**EXERCISE:**
Output all entries exactly as they appear and skip the pictures.

═══ DATASET EXCERPTS

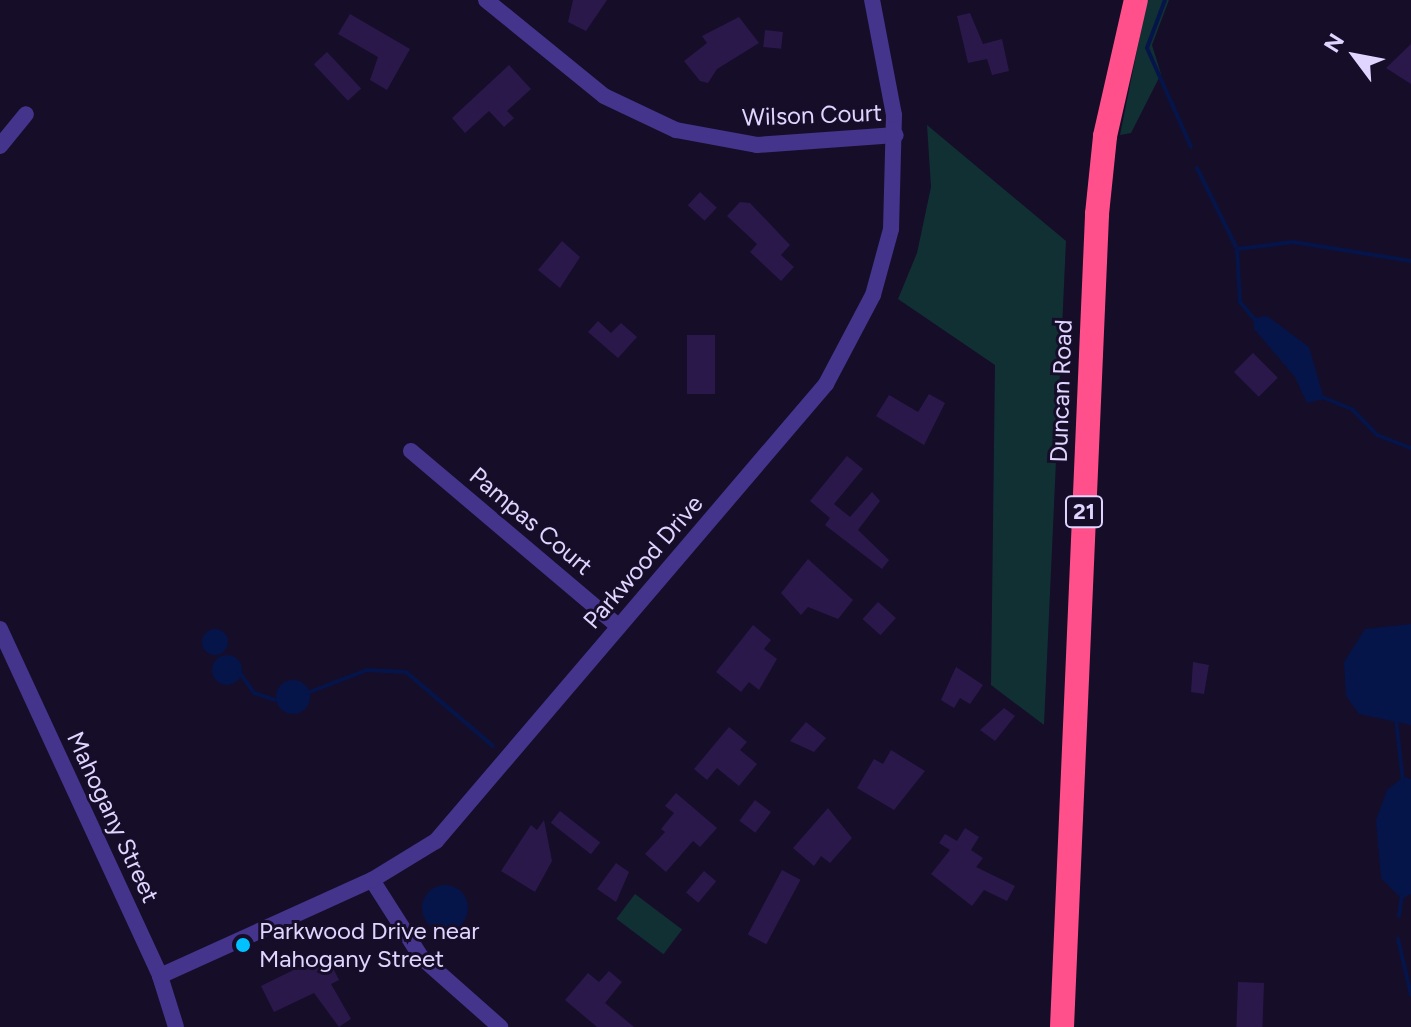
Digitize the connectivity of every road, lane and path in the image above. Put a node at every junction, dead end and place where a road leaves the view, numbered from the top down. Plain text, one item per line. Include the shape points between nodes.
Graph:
1 (486, 0) edge
2 (872, 0) edge
3 (1136, 0) edge
4 (26, 114) dead end
5 (896, 135) junction
6 (0, 146) edge
7 (411, 451) dead end
8 (619, 627) junction
9 (0, 629) edge
10 (372, 880) junction
11 (160, 976) junction
12 (176, 1027) edge
13 (500, 1027) edge
14 (1062, 1027) edge

1 - 5 street, Wilson Court via 604,96 676,130 757,145
2 - 5 street, Parkwood Drive
3 - 14 highway, Duncan Road / 21 via 1105,136 1097,214
4 - 6 street
5 - 8 street, Parkwood Drive via 891,229 852,341 826,384
7 - 8 street, Pampas Court
8 - 10 street, Parkwood Drive via 456,823
9 - 11 street, Mahogany Street
10 - 11 street, Parkwood Drive
10 - 13 street via 421,957
11 - 12 street, Mahogany Street

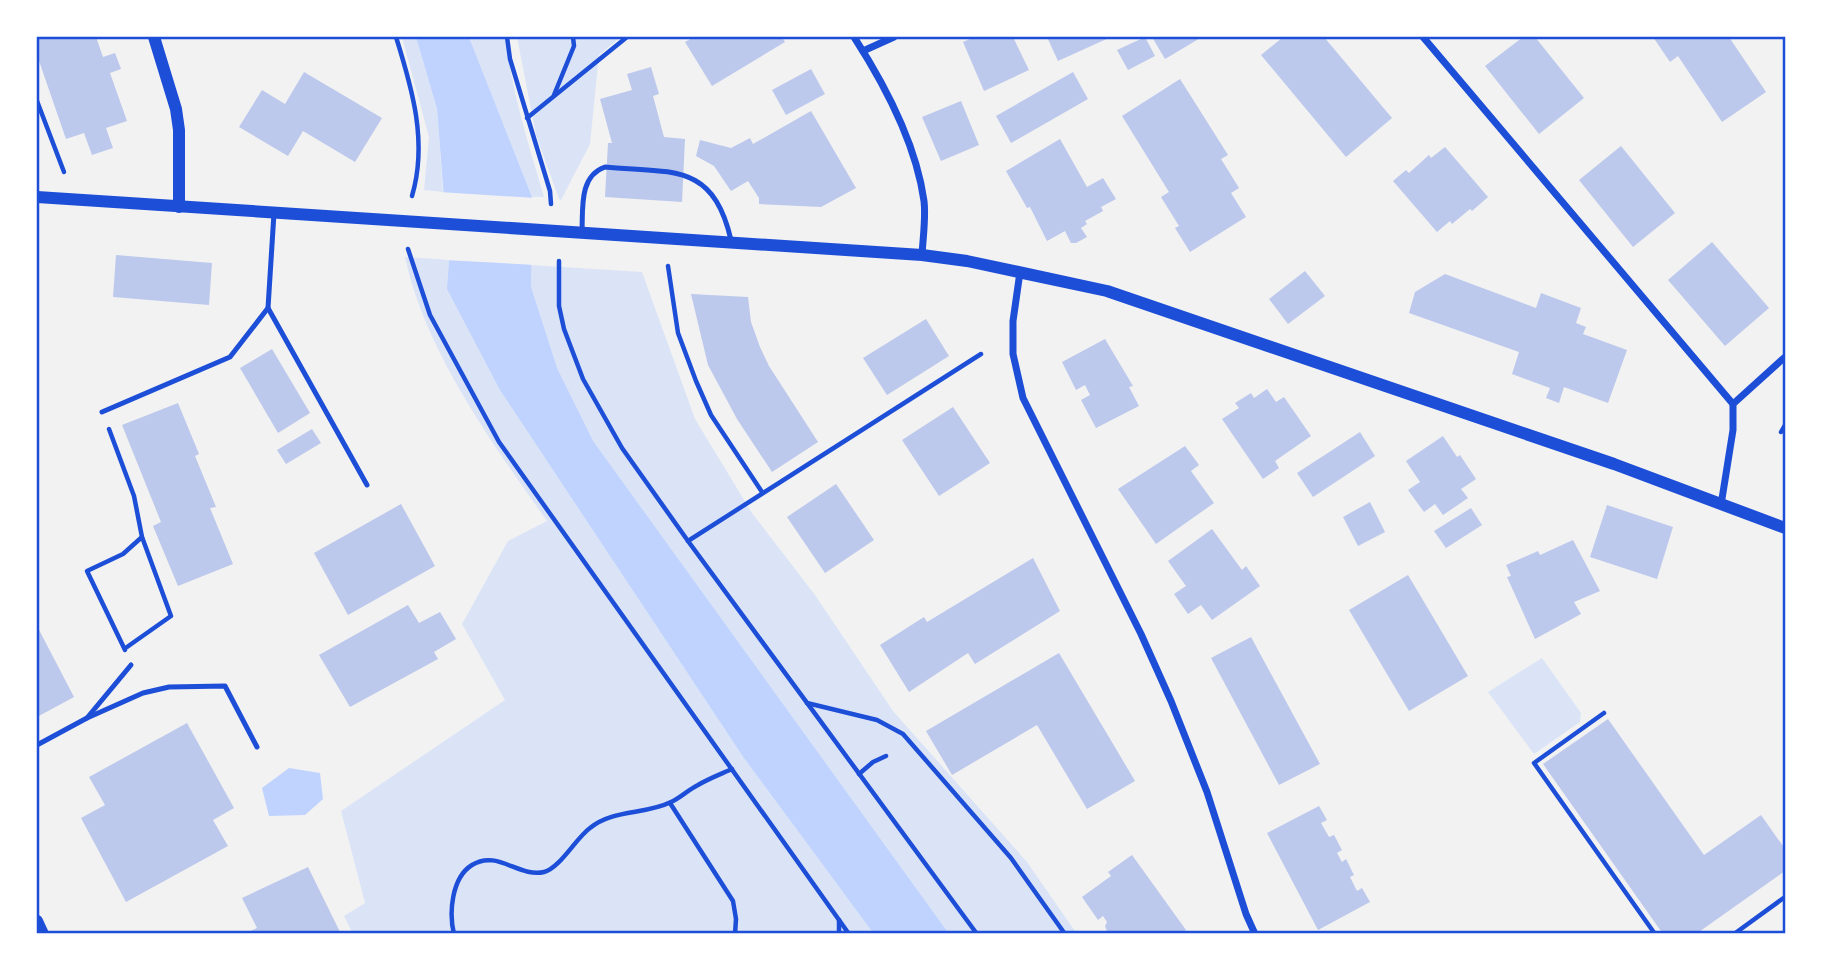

══════

**WRITTEN SOLUTION:**
Digitize the connectivity of every road, lane and path in the image above. Put a node at every junction, dead end and place where a road leaves the view, numbered from the top down. Plain text, one item per line. Include the shape points between nodes.
Graph:
1 (486, 0) edge
2 (872, 0) edge
3 (1136, 0) edge
4 (26, 114) dead end
5 (896, 135) junction
6 (0, 146) edge
7 (411, 451) dead end
8 (619, 627) junction
9 (0, 629) edge
10 (372, 880) junction
11 (160, 976) junction
12 (176, 1027) edge
13 (500, 1027) edge
14 (1062, 1027) edge

1 - 5 street, Wilson Court via 604,96 676,130 757,145
2 - 5 street, Parkwood Drive
3 - 14 highway, Duncan Road / 21 via 1105,136 1097,214
4 - 6 street
5 - 8 street, Parkwood Drive via 891,229 852,341 826,384
7 - 8 street, Pampas Court
8 - 10 street, Parkwood Drive via 456,823
9 - 11 street, Mahogany Street
10 - 11 street, Parkwood Drive
10 - 13 street via 421,957
11 - 12 street, Mahogany Street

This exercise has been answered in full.